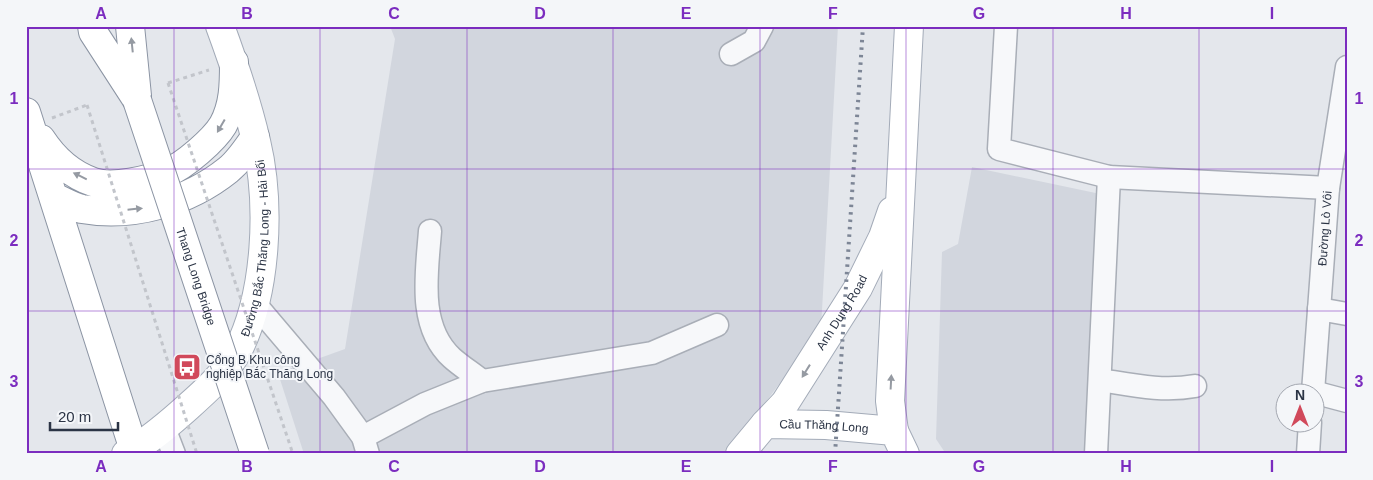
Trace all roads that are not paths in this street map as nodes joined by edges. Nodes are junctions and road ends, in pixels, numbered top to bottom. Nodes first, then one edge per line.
1 (92, 26) edge
2 (130, 26) edge
3 (220, 26) edge
4 (762, 26) edge
5 (909, 26) edge
6 (1006, 26) edge
7 (731, 54) dead end
8 (234, 62) junction
9 (1347, 67) edge
10 (137, 100) junction
11 (29, 118) edge
12 (255, 137) junction
13 (1109, 177) junction
14 (900, 188) junction
15 (1328, 188) junction
16 (54, 197) junction
17 (430, 230) dead end
18 (256, 305) junction
19 (1319, 308) junction
20 (1347, 314) edge
21 (717, 325) dead end
22 (1100, 380) junction
23 (482, 381) junction
24 (1314, 382) edge
25 (1195, 386) dead end
26 (1326, 395) edge
27 (1347, 401) edge
28 (765, 424) junction
29 (164, 428) junction
30 (1309, 432) edge
31 (900, 442) edge
32 (365, 445) edge
33 (130, 452) edge
34 (174, 454) edge
35 (255, 454) edge
36 (740, 454) edge
37 (1096, 454) edge
38 (1308, 454) edge

1 - 10 main road
10 -> 2 main road
3 - 8 main road, Đường Bắc Thăng Long - Hải Bối
4 - 7 street
5 - 14 main road, Anh Dung Road
6 - 13 street
8 -> 11 main road
8 - 12 main road, Đường Bắc Thăng Long - Hải Bối
9 - 15 street, Đường Lò Vôi
10 - 35 main road, Thang Long Bridge, bridge
11 - 16 main road
16 -> 12 main road
12 - 18 main road, Đường Bắc Thăng Long - Hải Bối
13 - 15 street
13 - 22 street
14 -> 28 main road, Anh Dung Road
31 -> 14 main road, Anh Dung Road
15 - 19 street, Đường Lò Vôi
16 - 33 main road
17 - 23 street
18 - 29 main road, Đường Bắc Thăng Long - Hải Bối
18 - 32 street
19 - 20 street
19 - 24 street, Đường Lò Vôi
21 - 23 street
22 - 25 street
22 - 37 street
23 - 32 street
26 - 27 street
28 - 31 main road, Cầu Thăng Long
28 - 36 main road, Cầu Thăng Long
29 - 33 main road, Đường Bắc Thăng Long - Hải Bối
29 - 34 street
30 - 38 street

········

YOUR TASK: An exact copy of every entry, minus the pictures, is what you should return.

ANSWER:
Trace all roads that are not paths in this street map as nodes joined by edges. Nodes are junctions and road ends, in pixels, numbered top to bottom. Nodes first, then one edge per line.
1 (92, 26) edge
2 (130, 26) edge
3 (220, 26) edge
4 (762, 26) edge
5 (909, 26) edge
6 (1006, 26) edge
7 (731, 54) dead end
8 (234, 62) junction
9 (1347, 67) edge
10 (137, 100) junction
11 (29, 118) edge
12 (255, 137) junction
13 (1109, 177) junction
14 (900, 188) junction
15 (1328, 188) junction
16 (54, 197) junction
17 (430, 230) dead end
18 (256, 305) junction
19 (1319, 308) junction
20 (1347, 314) edge
21 (717, 325) dead end
22 (1100, 380) junction
23 (482, 381) junction
24 (1314, 382) edge
25 (1195, 386) dead end
26 (1326, 395) edge
27 (1347, 401) edge
28 (765, 424) junction
29 (164, 428) junction
30 (1309, 432) edge
31 (900, 442) edge
32 (365, 445) edge
33 (130, 452) edge
34 (174, 454) edge
35 (255, 454) edge
36 (740, 454) edge
37 (1096, 454) edge
38 (1308, 454) edge

1 - 10 main road
10 -> 2 main road
3 - 8 main road, Đường Bắc Thăng Long - Hải Bối
4 - 7 street
5 - 14 main road, Anh Dung Road
6 - 13 street
8 -> 11 main road
8 - 12 main road, Đường Bắc Thăng Long - Hải Bối
9 - 15 street, Đường Lò Vôi
10 - 35 main road, Thang Long Bridge, bridge
11 - 16 main road
16 -> 12 main road
12 - 18 main road, Đường Bắc Thăng Long - Hải Bối
13 - 15 street
13 - 22 street
14 -> 28 main road, Anh Dung Road
31 -> 14 main road, Anh Dung Road
15 - 19 street, Đường Lò Vôi
16 - 33 main road
17 - 23 street
18 - 29 main road, Đường Bắc Thăng Long - Hải Bối
18 - 32 street
19 - 20 street
19 - 24 street, Đường Lò Vôi
21 - 23 street
22 - 25 street
22 - 37 street
23 - 32 street
26 - 27 street
28 - 31 main road, Cầu Thăng Long
28 - 36 main road, Cầu Thăng Long
29 - 33 main road, Đường Bắc Thăng Long - Hải Bối
29 - 34 street
30 - 38 street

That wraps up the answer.